Following Shields’ victory at the U.S. Olympic trials, she headed to the 2012 AIBA Women’s World Boxing Championships in Qinhuangdao, China, in order to qualify for the 2012 Olympics. Shields won her first round, but suffered an upset loss in the second round to Savannah Marshall of England, bringing Shields’ record to 26-1.

Olympic Glory 

However, Shields qualified to compete at the 2012 Olympics, the first year that women’s boxing was an Olympic event and won a gold medal after thrashing Russian boxer Nadezda Torlopova 1912.

 

The accomplishments just kept on piling up.

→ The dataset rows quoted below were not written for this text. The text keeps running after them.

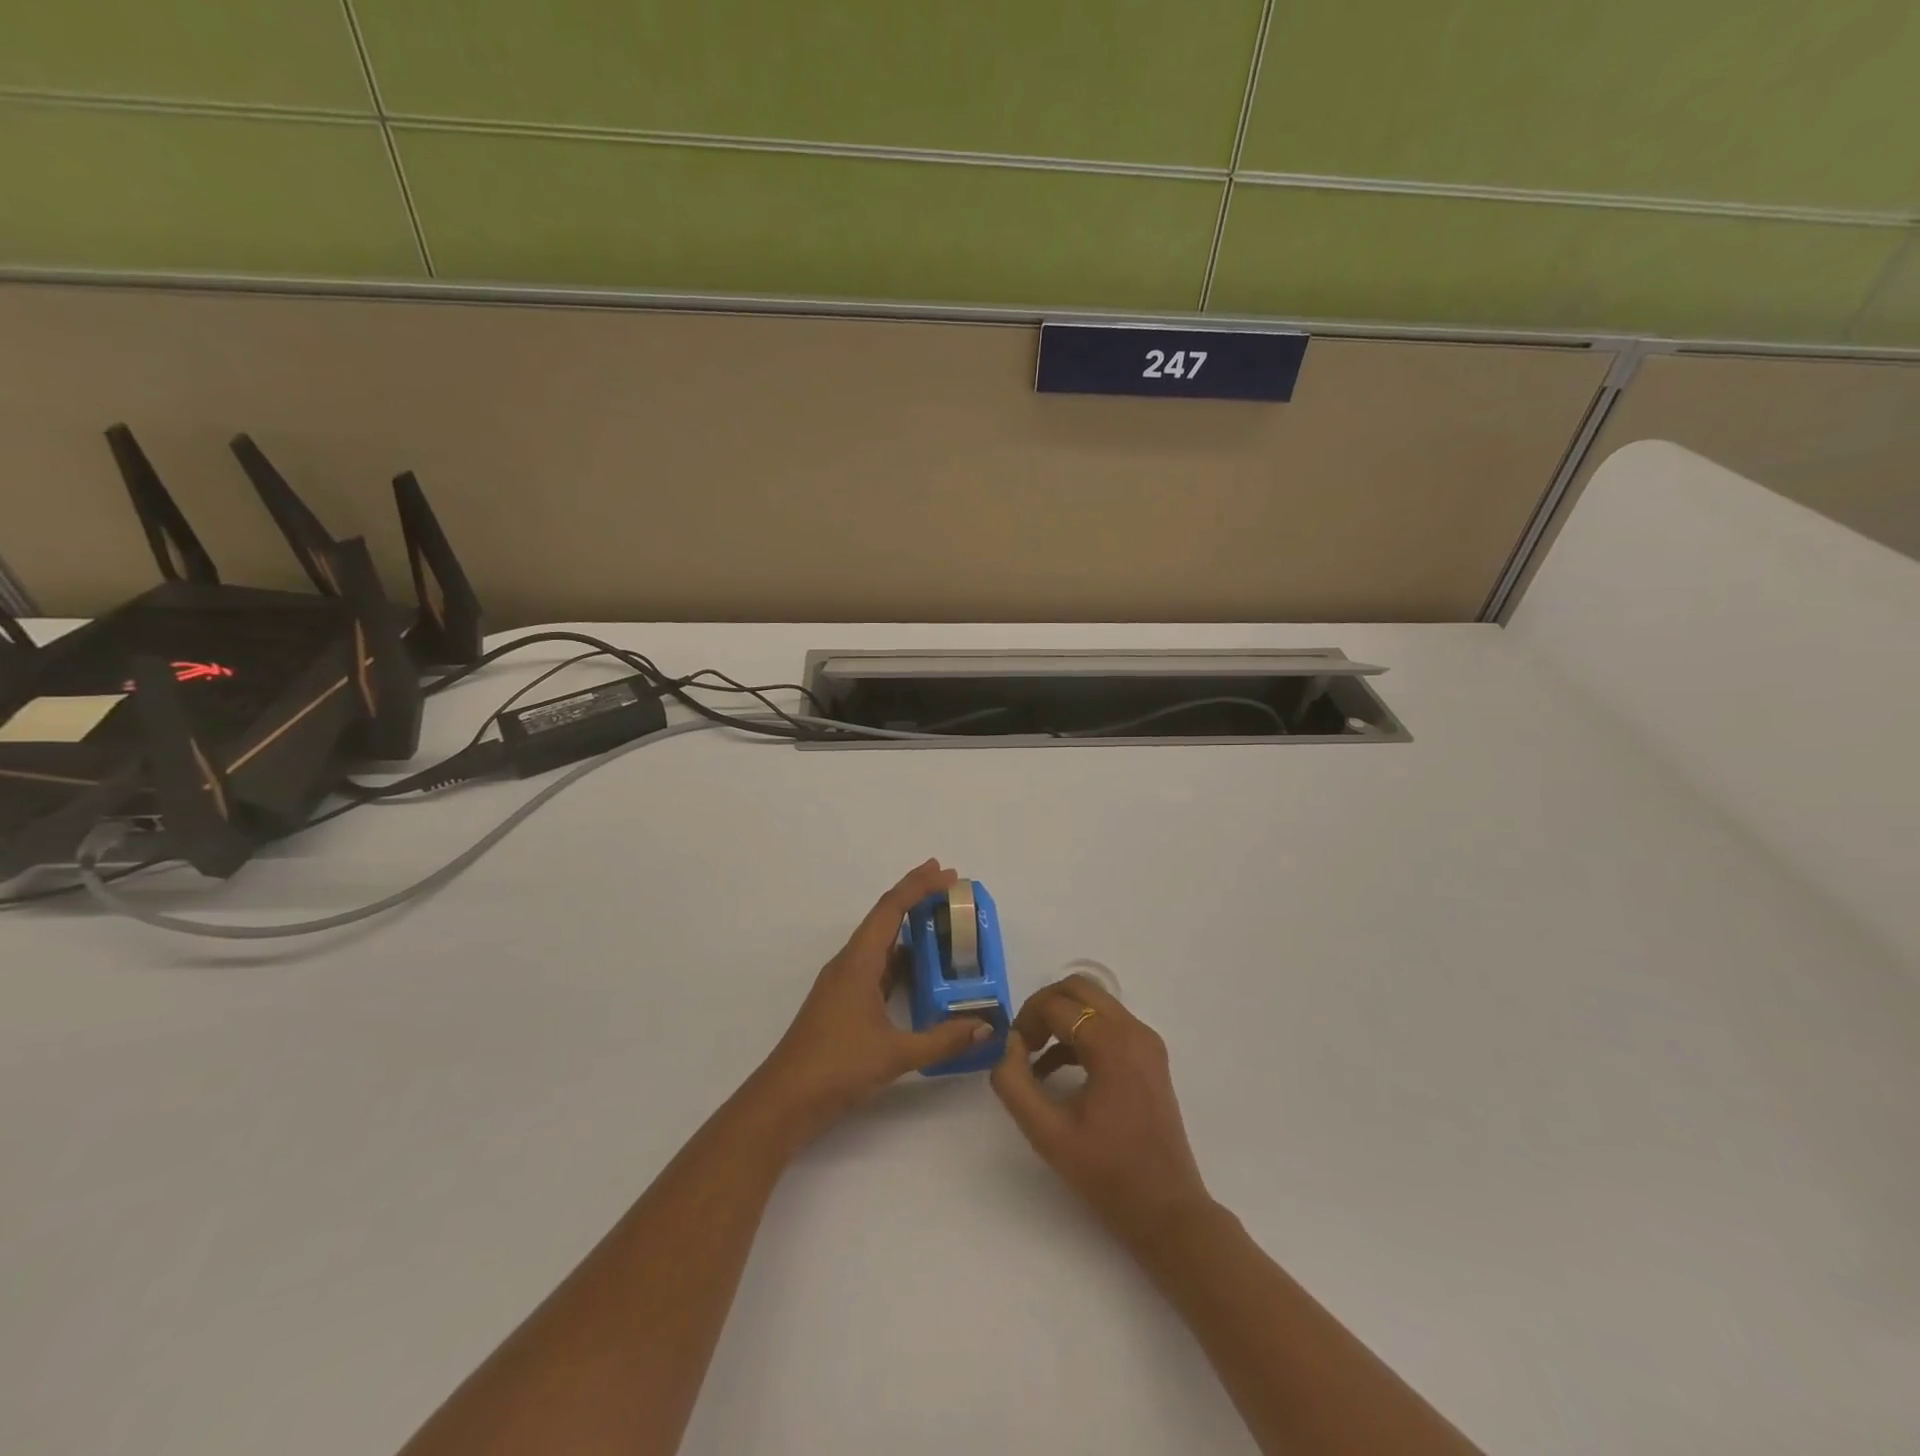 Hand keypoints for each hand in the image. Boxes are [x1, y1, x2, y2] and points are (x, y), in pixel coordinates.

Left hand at [753, 860, 994, 1146]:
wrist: (784, 1101)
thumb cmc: (836, 1067)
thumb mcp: (894, 1054)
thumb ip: (942, 1039)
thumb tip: (985, 1026)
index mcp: (858, 962)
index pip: (890, 909)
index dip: (918, 886)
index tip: (947, 872)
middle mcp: (849, 964)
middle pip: (885, 918)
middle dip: (916, 898)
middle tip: (951, 888)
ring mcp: (844, 984)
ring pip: (881, 944)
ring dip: (909, 930)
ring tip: (943, 924)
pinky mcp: (844, 1003)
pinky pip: (878, 968)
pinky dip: (901, 960)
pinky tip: (921, 971)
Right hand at [991, 974, 1212, 1246]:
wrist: (1166, 1212)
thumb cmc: (1106, 1173)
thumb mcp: (1046, 1132)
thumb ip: (1014, 1083)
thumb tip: (1007, 1046)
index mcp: (1112, 1043)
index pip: (1057, 1005)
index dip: (1026, 1021)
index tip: (1011, 1052)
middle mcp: (1134, 1031)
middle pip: (1079, 988)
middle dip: (1044, 1008)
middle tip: (1023, 1043)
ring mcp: (1146, 1042)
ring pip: (1094, 1003)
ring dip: (1061, 1019)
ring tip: (1035, 1058)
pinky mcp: (1150, 1058)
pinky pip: (1108, 1025)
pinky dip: (1080, 1034)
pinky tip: (1058, 1071) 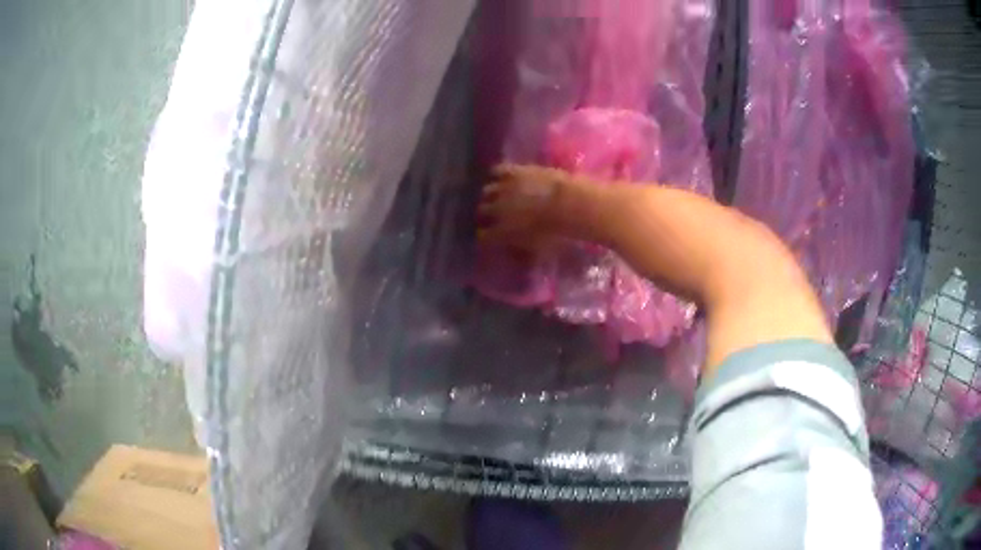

In 2014, Shields won the World Championships. In 2015, Shields became the first American to win titles in women’s boxing at the Olympics and Pan American games.  In 2016, Shields won gold at the 2016 AMBC Olympic Qualifying tournament in Argentina. Finally, she culminated a sensational amateur career, winning the gold medal at the 2016 Rio Summer Olympics by defeating Nouchka Fontijn of the Netherlands.

When the world was talking about silver medalist Shakur Stevenson possibly signing with The Money Team, Shields quietly became the only American gold medalist and was awarded the Val Barker Trophy at the 2016 Rio Summer Olympics.

Shields officially went pro last year winning her first match, against Franchon Crews, by unanimous decision. Tonight she is set to make history again, scheduled to face Szilvia Szabados for the NABF middleweight title as the main event on Showtime. This will be the first time women’s boxing will be the main event on a premium network card.

Claressa Shields is Americas golden girl who now joins Heather Hardy and the Serrano sisters as boxing trailblazers in womens combat sports. Tonight we all will get to watch true history from a great American woman.